**AIM OF THE EXERCISE**:
Figure out the number of lines in the data that hold the string "DIPONEGORO". Reply with that figure only.

**RECORDS SUPPLIED**:
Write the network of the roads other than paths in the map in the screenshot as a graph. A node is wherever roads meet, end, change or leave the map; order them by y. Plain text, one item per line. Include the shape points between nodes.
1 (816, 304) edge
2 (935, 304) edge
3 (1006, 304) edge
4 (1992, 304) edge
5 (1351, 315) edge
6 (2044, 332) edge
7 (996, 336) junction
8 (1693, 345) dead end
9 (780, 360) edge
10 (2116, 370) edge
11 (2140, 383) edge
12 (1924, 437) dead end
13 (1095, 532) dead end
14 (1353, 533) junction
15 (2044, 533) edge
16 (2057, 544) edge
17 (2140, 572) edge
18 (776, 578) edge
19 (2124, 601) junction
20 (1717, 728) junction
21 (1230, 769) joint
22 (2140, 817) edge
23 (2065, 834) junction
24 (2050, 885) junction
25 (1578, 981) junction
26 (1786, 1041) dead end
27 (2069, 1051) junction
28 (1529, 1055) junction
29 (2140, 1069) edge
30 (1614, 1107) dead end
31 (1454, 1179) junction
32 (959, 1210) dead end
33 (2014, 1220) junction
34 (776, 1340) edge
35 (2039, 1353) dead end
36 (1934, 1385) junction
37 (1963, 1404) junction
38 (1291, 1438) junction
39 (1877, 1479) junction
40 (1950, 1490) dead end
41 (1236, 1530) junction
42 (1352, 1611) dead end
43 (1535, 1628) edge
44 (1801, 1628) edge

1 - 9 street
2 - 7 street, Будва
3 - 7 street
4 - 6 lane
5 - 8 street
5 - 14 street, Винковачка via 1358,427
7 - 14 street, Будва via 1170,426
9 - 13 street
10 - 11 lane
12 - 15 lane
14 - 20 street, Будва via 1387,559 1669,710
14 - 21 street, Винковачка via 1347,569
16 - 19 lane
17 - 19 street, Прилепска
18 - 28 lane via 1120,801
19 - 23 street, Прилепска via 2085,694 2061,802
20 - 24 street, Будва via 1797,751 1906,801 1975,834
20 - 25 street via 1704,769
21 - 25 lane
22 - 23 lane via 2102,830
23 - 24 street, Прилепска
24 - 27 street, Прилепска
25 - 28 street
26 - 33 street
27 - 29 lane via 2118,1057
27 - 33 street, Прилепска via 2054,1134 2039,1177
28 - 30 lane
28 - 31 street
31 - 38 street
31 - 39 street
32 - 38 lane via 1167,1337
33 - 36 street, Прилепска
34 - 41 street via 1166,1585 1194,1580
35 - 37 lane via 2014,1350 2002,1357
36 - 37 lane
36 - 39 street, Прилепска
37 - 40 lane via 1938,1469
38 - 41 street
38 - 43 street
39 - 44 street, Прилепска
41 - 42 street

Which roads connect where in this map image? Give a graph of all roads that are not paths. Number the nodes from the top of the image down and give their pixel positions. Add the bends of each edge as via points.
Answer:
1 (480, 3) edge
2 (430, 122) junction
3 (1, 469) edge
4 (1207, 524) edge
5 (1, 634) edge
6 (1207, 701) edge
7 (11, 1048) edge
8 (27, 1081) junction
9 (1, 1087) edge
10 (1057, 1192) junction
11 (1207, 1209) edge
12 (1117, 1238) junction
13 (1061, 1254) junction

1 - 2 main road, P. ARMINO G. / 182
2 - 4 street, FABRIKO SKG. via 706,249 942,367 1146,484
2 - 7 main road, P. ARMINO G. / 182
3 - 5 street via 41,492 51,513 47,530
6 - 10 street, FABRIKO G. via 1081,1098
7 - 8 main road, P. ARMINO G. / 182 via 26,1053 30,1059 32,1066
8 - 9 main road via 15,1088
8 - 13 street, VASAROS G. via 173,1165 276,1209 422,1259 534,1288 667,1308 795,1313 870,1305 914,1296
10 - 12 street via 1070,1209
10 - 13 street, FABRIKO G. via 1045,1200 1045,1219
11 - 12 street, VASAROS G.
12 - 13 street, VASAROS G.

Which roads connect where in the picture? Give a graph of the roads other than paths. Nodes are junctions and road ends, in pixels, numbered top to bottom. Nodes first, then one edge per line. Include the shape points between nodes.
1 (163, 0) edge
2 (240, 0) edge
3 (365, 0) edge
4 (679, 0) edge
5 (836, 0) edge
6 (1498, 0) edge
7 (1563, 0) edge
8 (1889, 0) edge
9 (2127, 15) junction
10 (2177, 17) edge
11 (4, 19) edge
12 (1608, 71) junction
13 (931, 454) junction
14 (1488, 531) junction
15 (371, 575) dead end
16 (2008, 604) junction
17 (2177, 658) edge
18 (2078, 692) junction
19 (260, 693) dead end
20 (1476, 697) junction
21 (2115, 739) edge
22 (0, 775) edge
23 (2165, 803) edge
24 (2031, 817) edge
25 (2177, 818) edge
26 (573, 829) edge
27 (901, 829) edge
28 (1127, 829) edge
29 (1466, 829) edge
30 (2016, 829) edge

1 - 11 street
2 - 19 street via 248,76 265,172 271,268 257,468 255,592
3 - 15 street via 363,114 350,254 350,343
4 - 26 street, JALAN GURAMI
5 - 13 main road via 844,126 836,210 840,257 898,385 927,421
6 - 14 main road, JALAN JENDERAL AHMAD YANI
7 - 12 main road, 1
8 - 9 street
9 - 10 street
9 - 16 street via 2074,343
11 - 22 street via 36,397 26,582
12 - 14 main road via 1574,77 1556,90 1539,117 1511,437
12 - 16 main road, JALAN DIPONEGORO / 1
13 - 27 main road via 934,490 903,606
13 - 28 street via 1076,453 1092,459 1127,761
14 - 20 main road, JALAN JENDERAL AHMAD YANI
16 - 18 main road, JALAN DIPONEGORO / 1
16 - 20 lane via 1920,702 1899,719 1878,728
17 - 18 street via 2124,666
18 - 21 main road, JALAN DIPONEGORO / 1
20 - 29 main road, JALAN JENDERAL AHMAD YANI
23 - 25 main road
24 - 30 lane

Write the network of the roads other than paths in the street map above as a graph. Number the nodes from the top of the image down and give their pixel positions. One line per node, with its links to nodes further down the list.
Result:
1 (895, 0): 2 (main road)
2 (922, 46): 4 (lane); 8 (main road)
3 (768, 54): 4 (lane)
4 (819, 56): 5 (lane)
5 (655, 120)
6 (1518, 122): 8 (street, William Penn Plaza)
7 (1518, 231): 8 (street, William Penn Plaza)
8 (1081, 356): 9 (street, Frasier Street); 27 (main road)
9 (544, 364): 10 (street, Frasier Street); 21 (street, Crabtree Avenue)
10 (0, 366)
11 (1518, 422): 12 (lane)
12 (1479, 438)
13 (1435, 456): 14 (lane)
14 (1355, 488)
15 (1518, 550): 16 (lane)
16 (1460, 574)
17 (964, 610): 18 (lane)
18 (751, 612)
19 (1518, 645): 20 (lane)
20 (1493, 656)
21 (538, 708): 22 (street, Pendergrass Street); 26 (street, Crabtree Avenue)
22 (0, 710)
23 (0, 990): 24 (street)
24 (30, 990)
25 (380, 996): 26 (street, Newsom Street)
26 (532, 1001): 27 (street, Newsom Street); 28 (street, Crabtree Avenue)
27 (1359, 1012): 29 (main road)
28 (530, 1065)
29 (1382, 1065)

**RESPONSE**:
3